MADMAN - Weird how I've never seen this until now. It's a really basic classic early eighties slasher, in set-up but not in execution. There are the usual idiot kids in the woods along with a maniac with a back-story, but, despite 'Madman's generic starting point, there's something captivatingly wonky about it all. The blue lighting and the film's choppy rhythms create an irrational dream-like atmosphere, the inane dialogue verges on the cryptic, and some of the performances at points are bewilderingly stylised. I guess some of this is deliberate and some isn't, but the net effect is beguiling. It's a lot more eccentric than, say, 'The Burning' or many of the slashers released in its era, which all tended towards linearity despite the cheap thrills they promised.
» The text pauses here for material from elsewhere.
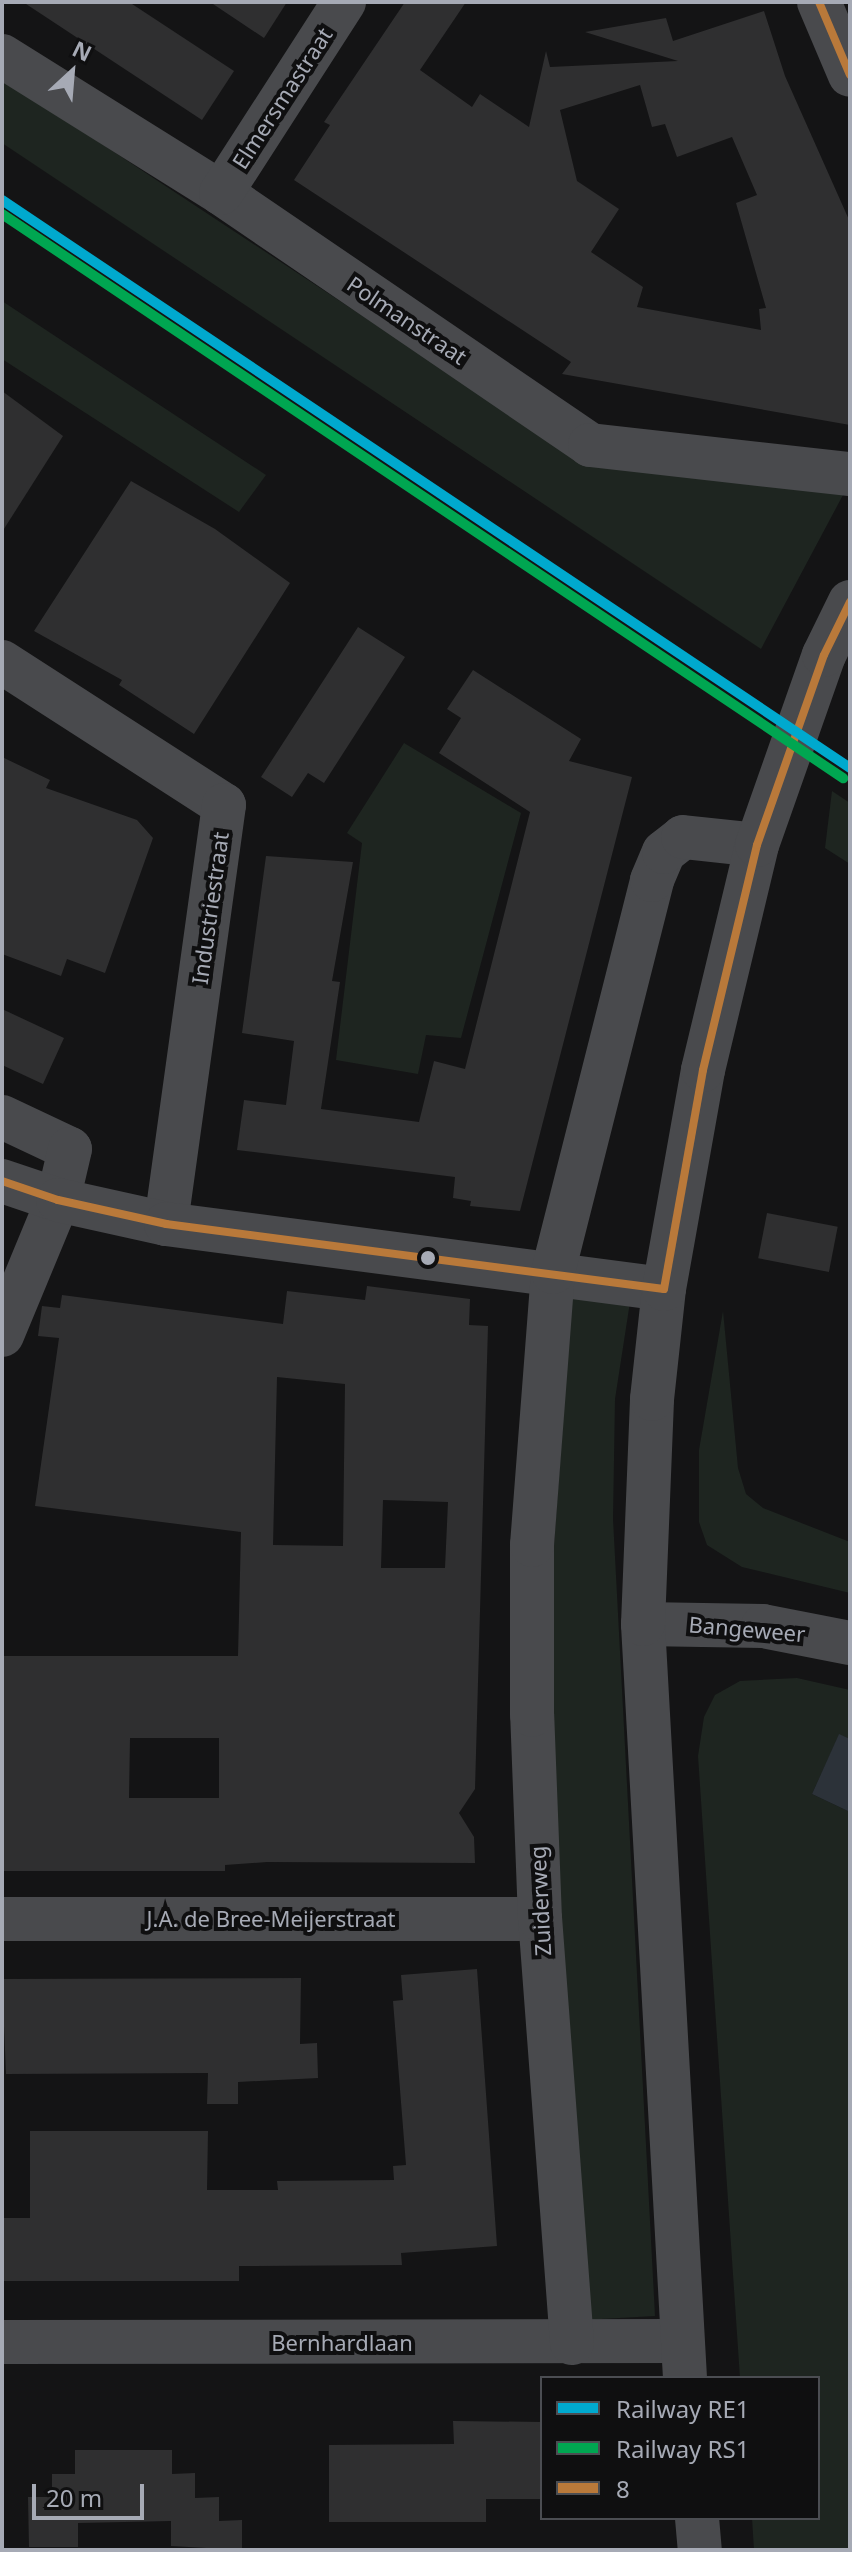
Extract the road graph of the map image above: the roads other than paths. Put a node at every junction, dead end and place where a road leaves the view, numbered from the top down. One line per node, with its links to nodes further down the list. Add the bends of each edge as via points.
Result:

If you can get past its woeful acting (Gaylen Ross, what happened?) and obligatory but dull stretches of stumbling around in the dark, 'Madman' offers some neat off-kilter bizarreness wrapped up in that quintessential early eighties atmosphere.

DEMON WITCH CHILD - An 'Exorcist' rip-off from De Ossorio. In the past, whenever I heard mention of it, it always seemed to get totally slated, and especially dissed in comparison with the 'The Blind Dead', so I wasn't overly enthusiatic when I put it on the other day. I have to say that I was really into it. I don't think it's as 'good' in terms of filmmaking as, say, 'The Lorely's Grasp', but it's certainly up there in terms of weirdness. It has the disconcerting, trippy, slightly magical aura of De Ossorio at his best, and makes up for its clunky B-movie dynamics by providing an endless stream of strangeness, some of which is overt, some of which isn't (and possibly exists only in my head, but hey I'm calling it as I see it).